Ma l'era post industriale qui è giovane, le aree dismesse di cui il mondo della cultura si impadronisce per dare sfogo alla creatività sono realtà recenti, isole che la città ancora non sa bene come accogliere. «Nascono in luoghi che ormai erano non-luoghi, spazi fuori dal tempo – dice Serghey Nikitin, professore universitario di Architettura e storia di Mosca – fabbriche sprofondate in una città per cui non avevano più alcuna importanza, relitti di un'altra epoca».
Come Winzavod, fabbrica ottocentesca del vino nei quartieri orientali della capitale russa, acquistata dal magnate dei trasporti Roman Trotsenko, trasformata dalla moglie Sofia in un intreccio di spazi espositivi, studi artistici, gallerie d'arte. Eppure, fa notare Nikitin, ha ancora un'aura nostalgica, un senso di abbandono. Il passato non è troppo lontano. È soltanto da due anni che la fabbrica di cioccolato più venerabile dell'Urss si è trasferita. Krasnyj Oktiabr – Ottobre Rosso – ha sfornato konfetki sull'isola davanti al Cremlino dal 1867. Fornitore della casa imperiale, nazionalizzata (e ribattezzata) nel 1922, di nuovo privatizzata nel 1922. Un gioiello di archeologia industriale: è sopravvissuta in una città che snobba l'antico autentico, e ama distruggere e ricostruire in quello che ora chiamano "stile Luzhkov", dal nome del sindaco che ha rifatto a tempo di record perfino l'enorme Cattedrale di Cristo Salvatore, identica all'originale.

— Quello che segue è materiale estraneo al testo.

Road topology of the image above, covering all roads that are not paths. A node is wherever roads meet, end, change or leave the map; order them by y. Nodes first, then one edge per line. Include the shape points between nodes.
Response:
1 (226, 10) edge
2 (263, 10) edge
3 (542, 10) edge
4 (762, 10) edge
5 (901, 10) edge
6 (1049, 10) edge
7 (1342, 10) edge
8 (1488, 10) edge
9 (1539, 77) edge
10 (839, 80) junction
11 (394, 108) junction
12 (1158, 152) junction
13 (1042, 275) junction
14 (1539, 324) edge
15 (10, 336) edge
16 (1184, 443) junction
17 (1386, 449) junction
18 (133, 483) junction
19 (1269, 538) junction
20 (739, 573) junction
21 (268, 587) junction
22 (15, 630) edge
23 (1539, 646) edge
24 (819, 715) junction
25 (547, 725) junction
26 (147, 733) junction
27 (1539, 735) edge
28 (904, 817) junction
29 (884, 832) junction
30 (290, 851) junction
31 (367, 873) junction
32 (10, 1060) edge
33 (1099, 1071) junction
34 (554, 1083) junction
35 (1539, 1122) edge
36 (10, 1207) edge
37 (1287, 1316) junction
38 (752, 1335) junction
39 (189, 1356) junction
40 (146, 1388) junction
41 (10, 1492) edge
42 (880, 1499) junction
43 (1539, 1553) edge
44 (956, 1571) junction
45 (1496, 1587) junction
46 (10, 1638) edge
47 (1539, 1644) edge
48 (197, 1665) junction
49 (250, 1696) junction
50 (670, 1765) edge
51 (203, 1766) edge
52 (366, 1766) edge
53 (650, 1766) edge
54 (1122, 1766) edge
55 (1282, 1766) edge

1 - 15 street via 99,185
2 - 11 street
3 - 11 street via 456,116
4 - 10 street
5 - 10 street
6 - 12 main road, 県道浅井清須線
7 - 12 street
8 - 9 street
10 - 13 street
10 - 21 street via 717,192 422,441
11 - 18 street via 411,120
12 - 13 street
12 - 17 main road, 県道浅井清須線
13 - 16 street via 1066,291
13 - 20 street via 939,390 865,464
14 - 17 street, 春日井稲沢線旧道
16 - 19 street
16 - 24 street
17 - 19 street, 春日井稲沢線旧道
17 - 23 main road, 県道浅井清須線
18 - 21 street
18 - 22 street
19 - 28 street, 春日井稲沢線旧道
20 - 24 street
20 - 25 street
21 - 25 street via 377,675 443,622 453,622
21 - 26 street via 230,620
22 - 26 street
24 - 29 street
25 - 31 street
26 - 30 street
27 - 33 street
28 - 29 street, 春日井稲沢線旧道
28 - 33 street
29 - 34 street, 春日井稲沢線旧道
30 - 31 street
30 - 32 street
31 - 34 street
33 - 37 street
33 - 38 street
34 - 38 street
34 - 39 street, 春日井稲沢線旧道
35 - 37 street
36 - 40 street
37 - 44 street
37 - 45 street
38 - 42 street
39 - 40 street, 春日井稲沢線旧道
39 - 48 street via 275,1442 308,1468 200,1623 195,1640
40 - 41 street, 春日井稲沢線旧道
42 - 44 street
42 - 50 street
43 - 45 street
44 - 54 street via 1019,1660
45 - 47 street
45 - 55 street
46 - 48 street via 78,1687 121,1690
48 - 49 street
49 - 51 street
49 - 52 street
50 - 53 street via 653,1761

«È ancora la vecchia mentalità sovietica, dover sempre costruire qualcosa di nuovo – osservava l'architetto Bart Goldhoorn aprendo la Seconda Biennale di Architettura, a Mosca nel maggio scorso – ma ora dobbiamo gestire ciò che esiste, costruire sopra quei resti per migliorarli». Ma a Mosca si bada ancora più al profitto che a preservare i tesori del passato: questa non è una priorità per il governo. Avevano progettato di radere al suolo il quartiere per costruire più redditizi appartamenti di lusso, ed è stata la crisi, frenando diversi progetti, a fermare le ruspe. E a salvare Krasnyj Oktiabr. Ne hanno approfittato i fondatori di Strelka, Istituto di Media, Architettura e Design, il cuore della riqualificazione del quartiere: un'iniziativa che vuol dare alle nuove generazioni russe un luogo consacrato alla ricerca di un ambiente urbano più vivibile. I promotori – tra cui un immancabile oligarca, Aleksandr Mamut – presenteranno la scuola oggi a Venezia, nell'ambito della Biennale.